Objective
This article describes how to handle certificate expiry on Citrix ADC.
Instructions
An “Expiry Monitor” configured on the ADC appliance creates entries in the appliance's syslog and nsaudit logs at midnight when a certificate configured on the appliance is due to expire. And the expiry event only log Once.
There are two ways to monitor certificate expiry.1. Using “Notify When Expires” option in ADC
Step1: Traffic Management -> SSL -> Certificates ->Select the certificate and click Update
Step2: Select Notify When Expires, and specify a notification period (number of days) and click ok.
Selecting “Notify when Expires” option enables the “Expiry Monitor” which is associated with SSL- Cert-Expiry SNMP trap. Enabling this option on the NetScaler appliance creates entries in the appliance's syslog and nsaudit logs when a certificate configured on the appliance is due to expire.
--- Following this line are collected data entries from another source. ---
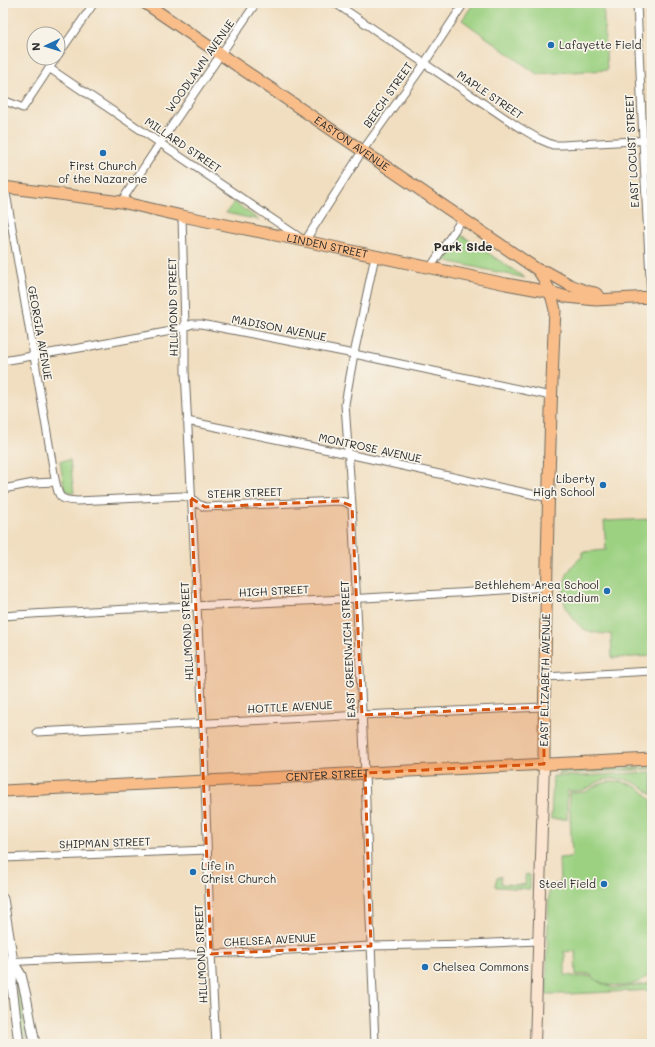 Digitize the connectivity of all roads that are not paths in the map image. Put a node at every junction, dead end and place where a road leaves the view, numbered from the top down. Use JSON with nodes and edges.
{"nodes":[{"id":1,"x":94,"y":3,"type":"edge"},
{"id":2,"x":145,"y":3,"type":"edge"},
{"id":3,"x":256,"y":3,"type":"edge"},
{"id":4,"x":335,"y":3,"type":"edge"},
{"id":5,"x":464,"y":3,"type":"edge"},
{"id":6,"x":637,"y":3,"type":"edge"},
{"id":7,"x":66,"y":43,"type":"edge"},
{"id":8,"x":221,"y":54,"type":"junction"},
{"id":9,"x":424,"y":64,"type":"junction"},
{"id":10,"x":49,"y":68,"type":"joint"},
{"id":11,"x":3,"y":100,"type":"edge"},
{"id":12,"x":652,"y":140,"type":"edge"},
{"id":13,"x":643,"y":141,"type":"junction"},
{"id":14,"x":160,"y":143,"type":"junction"},
{"id":15,"x":363,"y":150,"type":"junction"},
{"id":16,"x":4,"y":187,"type":"edge"},
{"id":17,"x":120,"y":202,"type":"junction"},
{"id":18,"x":182,"y":216,"type":"junction"},
{"id":19,"x":462,"y":219,"type":"junction"},
{"id":20,"x":305,"y":241,"type":"junction"},
{"id":21,"x":374,"y":256,"type":"junction"},
{"id":22,"x":430,"y":268,"type":"junction"},
{"id":23,"x":538,"y":270,"type":"junction"},
{"id":24,"x":550,"y":292,"type":"junction"},
{"id":25,"x":652,"y":297,"type":"edge"},
{"id":26,"x":603,"y":300,"type":"junction"},
{"id":27,"x":185,"y":327,"type":"junction"},
{"id":28,"x":354,"y":354,"type":"junction"},
{"id":29,"x":33,"y":356,"type":"junction"},
{"id":30,"x":3,"y":361,"type":"edge"},
{"id":31,"x":551,"y":396,"type":"junction"},
{"id":32,"x":187,"y":421,"type":"junction"},
{"id":33,"x":348,"y":454,"type":"junction"},
{"id":34,"x":55,"y":482,"type":"junction"},
{"id":35,"x":3,"y":489,"type":"edge"},
{"id":36,"x":191,"y":498,"type":"junction"},
{"id":37,"x":549,"y":498,"type":"junction"},
{"id":38,"x":352,"y":506,"type":"junction"},
{"id":39,"x":547,"y":587,"type":"junction"},
{"id":40,"x":356,"y":599,"type":"junction"},
{"id":41,"x":196,"y":606,"type":"junction"},
{"id":42,"x":3,"y":616,"type":"edge"},
{"id":43,"x":652,"y":671,"type":"edge"},
{"id":44,"x":545,"y":677,"type":"junction"},
{"id":45,"x":544,"y":707,"type":"junction"},
{"id":46,"x":362,"y":715,"type":"junction"},
{"id":47,"x":203,"y":723,"type":"junction"},
{"id":48,"x":37,"y":732,"type":"dead end"},
{"id":49,"x":652,"y":758,"type":"edge"},
{"id":50,"x":544,"y":764,"type":"junction"},
{"id":51,"x":365,"y":773,"type":"junction"},
{"id":52,"x":205,"y":781,"type":"junction"},
{"id":53,"x":3,"y":791,"type":"edge"},
{"id":54,"x":208,"y":850,"type":"junction"},
{"id":55,"x":3,"y":858,"type":"edge"},
{"id":56,"x":3,"y":899,"type":"edge"},
{"id":57,"x":538,"y":941,"type":"junction"},
{"id":58,"x":371,"y":946,"type":"junction"},
{"id":59,"x":211,"y":954,"type":"junction"},
{"id":60,"x":3,"y":962,"type":"edge"},
{"id":61,"x":14,"y":962,"type":"junction"},
{"id":62,"x":19,"y":1044,"type":"edge"},
{"id":63,"x":35,"y":1044,"type":"edge"},
{"id":64,"x":216,"y":1044,"type":"edge"},
{"id":65,"x":375,"y":1044,"type":"edge"},
{"id":66,"x":535,"y":1044,"type":"edge"}],
"edges":[{"from":1,"to":7,"type":"street"},
{"from":2,"to":8,"type":"main road","name":"EASTON AVENUE"},
{"from":3,"to":8,"type":"street","name":"WOODLAWN AVENUE"},
{"from":4,"to":9,"type":"street","name":"MAPLE STREET"},
{"from":5,"to":9,"type":"street","name":"BEECH STREET"},
{"from":6,"to":13,"type":"street","name":"EAST LOCUST STREET"},
{"from":8,"to":14,"type":"street","name":"WOODLAWN AVENUE"},
{"from":8,"to":15,"type":"main road","name":"EASTON AVENUE"},
{"from":9,"to":13,"type":"street","name":"MAPLE STREET"},
{"from":9,"to":15,"type":"street","name":"BEECH STREET"},
{"from":10,"to":11,"type":"street"},
{"from":10,"to":14,"type":"street","name":"MILLARD STREET"},
{"from":12,"to":13,"type":"street","name":"MAPLE STREET"},
{"from":13,"to":25,"type":"street","name":"EAST LOCUST STREET"},
{"from":14,"to":17,"type":"street","name":"WOODLAWN AVENUE"},
{"from":14,"to":20,"type":"street","name":"MILLARD STREET"},
{"from":15,"to":19,"type":"main road","name":"EASTON AVENUE"},
{"from":15,"to":20,"type":"street","name":"BEECH STREET"},
{"from":16,"to":17,"type":"main road","name":"LINDEN STREET"},
{"from":16,"to":29,"type":"street","name":"GEORGIA AVENUE"},
{"from":17,"to":18,"type":"main road","name":"LINDEN STREET"},
{"from":18,"to":20,"type":"main road","name":"LINDEN STREET"},
{"from":18,"to":27,"type":"street","name":"HILLMOND STREET"},
{"from":19,"to":22,"type":"street"},
{"from":19,"to":23,"type":"main road","name":"EASTON AVENUE"},
{"from":20,"to":21,"type":"main road","name":"LINDEN STREET"},
{"from":21,"to":22,"type":"main road","name":"LINDEN STREET"},
{"from":21,"to":28,"type":"street","name":"EAST GREENWICH STREET"},
{"from":22,"to":24,"type":"main road","name":"LINDEN STREET"},
{"from":23,"to":24,"type":"main road","name":"EASTON AVENUE"},
{"from":23,"to":26,"type":"main road"},
{"from":24,"to":26,"type":"main road","name":"LINDEN STREET"},
{"from":24,"to":31,"type":"main road","name":"EAST ELIZABETH AVENUE"},
{"from":25,"to":26,"type":"main road","name":"LINDEN STREET"},
{"from":27,"to":28,"type":"street","name":"MADISON AVENUE"},
{"from":27,"to":29,"type":"street","name":"MADISON AVENUE"},
{"from":27,"to":32,"type":"street","name":"HILLMOND STREET"},
{"from":28,"to":31,"type":"street","name":"MADISON AVENUE"},
{"from":28,"to":33,"type":"street","name":"EAST GREENWICH STREET"},
{"from":29,"to":30,"type":"street","name":"MADISON AVENUE"},
{"from":29,"to":34,"type":"street","name":"GEORGIA AVENUE"},
{"from":31,"to":37,"type":"main road","name":"EAST ELIZABETH AVENUE"},
{"from":32,"to":33,"type":"street","name":"MONTROSE AVENUE"},
{"from":32,"to":36,"type":"street","name":"HILLMOND STREET"},
{"from":33,"to":37,"type":"street","name":"MONTROSE AVENUE"},
{"from":33,"to":38,"type":"street","name":"EAST GREENWICH STREET"},
{"from":34,"to":35,"type":"street"},
{"from":34,"to":36,"type":"street","name":"STEHR STREET"},
{"from":36,"to":38,"type":"street","name":"STEHR STREET"},
{"from":36,"to":41,"type":"street","name":"HILLMOND STREET"},
{"from":37,"to":39,"type":"main road","name":"EAST ELIZABETH AVENUE"},
{"from":38,"to":40,"type":"street","name":"EAST GREENWICH STREET"},
{"from":39,"to":40,"type":"street","name":"HIGH STREET"},
{"from":39,"to":44,"type":"main road","name":"EAST ELIZABETH AVENUE"},
{"from":40,"to":41,"type":"street","name":"HIGH STREET"},
{"from":40,"to":46,"type":"street","name":"EAST GREENWICH STREET"},
{"from":41,"to":42,"type":"street","name":"HIGH STREET"},
{"from":41,"to":47,"type":"street","name":"HILLMOND STREET"},
{"from":43,"to":44,"type":"street"},
{"from":44,"to":45,"type":"main road","name":"EAST ELIZABETH AVENUE"},
{"from":45,"to":46,"type":"street","name":"HOTTLE AVENUE"},
{"from":45,"to":50,"type":"main road","name":"EAST ELIZABETH AVENUE"},
{"from":46,"to":47,"type":"street","name":"HOTTLE AVENUE"},
{"from":46,"to":51,"type":"street","name":"EAST GREENWICH STREET"},
{"from":47,"to":48,"type":"street","name":"HOTTLE AVENUE"},
{"from":47,"to":52,"type":"street","name":"HILLMOND STREET"},
{"from":49,"to":50,"type":"main road","name":"CENTER STREET"},
{"from":50,"to":51,"type":"main road","name":"CENTER STREET"},
{"from":50,"to":57,"type":"main road","name":"EAST ELIZABETH AVENUE"},
{"from":51,"to":52,"type":"main road","name":"CENTER STREET"},
{"from":51,"to":58,"type":"street","name":"EAST GREENWICH STREET"},
{"from":52,"to":53,"type":"main road","name":"CENTER STREET"},
{"from":52,"to":54,"type":"street","name":"HILLMOND STREET"},
{"from":54,"to":55,"type":"street","name":"SHIPMAN STREET"},
{"from":54,"to":59,"type":"street","name":"HILLMOND STREET"},
{"from":56,"to":61,"type":"street"},
{"from":57,"to":58,"type":"street","name":"CHELSEA AVENUE"},
{"from":57,"to":66,"type":"main road","name":"EAST ELIZABETH AVENUE"},
{"from":58,"to":59,"type":"street","name":"CHELSEA AVENUE"},
{"from":58,"to":65,"type":"street","name":"EAST GREENWICH STREET"},
{"from":59,"to":61,"type":"street","name":"CHELSEA AVENUE"},
{"from":59,"to":64,"type":"street","name":"HILLMOND STREET"},
{"from":60,"to":61,"type":"street","name":"CHELSEA AVENUE"},
{"from":61,"to":62,"type":"street"},
{"from":61,"to":63,"type":"street"}]}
By default the location of these logs is /var/log/ns.log.
Example:
root@ns# grep sslCertificateExpiry /var/log/ns.log
Jan 17 00:00:41 <local0.info> 192.168.180.139 01/16/2018:16:00:41 GMT ns 0-PPE-0 : default SNMP TRAP_SENT 259058 0 : sslCertificateExpiry (sslCertKeyName.kgs = "kgs", sslDaysToExpire.kgs = 100, nsPartitionName = default)
To enable an expiry monitor for a certificate by using the command line interface At the command prompt, type
- set ssl certKey <certkeyName> [-expiryMonitor ENABLED] [- notificationPeriod <positive_integer>]
- sh ssl certKey
Tips, if you just would like to test sslCertificateExpiry function by changing date, please remember to reboot device by ">reboot - warm", afterwards don't reboot anymore and waiting for snmp trap sent at next expiry day 00:00 .
2. Using “Notification Settings” option on ADM
For setting up notification using ADM follow the steps mentioned here .
Additional Resources
Create Certificate Signing Request: CTX211887
For instructions on how to updates an existing SSL certificate click here
Background
An SSL certificate is valid for a specific period of time. A typical deployment includes multiple virtual servers that process SSL transactions, and the certificates bound to them can expire at different times. SSL Certificates are important to a server to maintain the confidentiality of data and also company’s reputation and credibility can be damaged when users encounter a website with an expired SSL certificate. Thus it becomes critical to monitor the expiry of certificates and keep them up to date.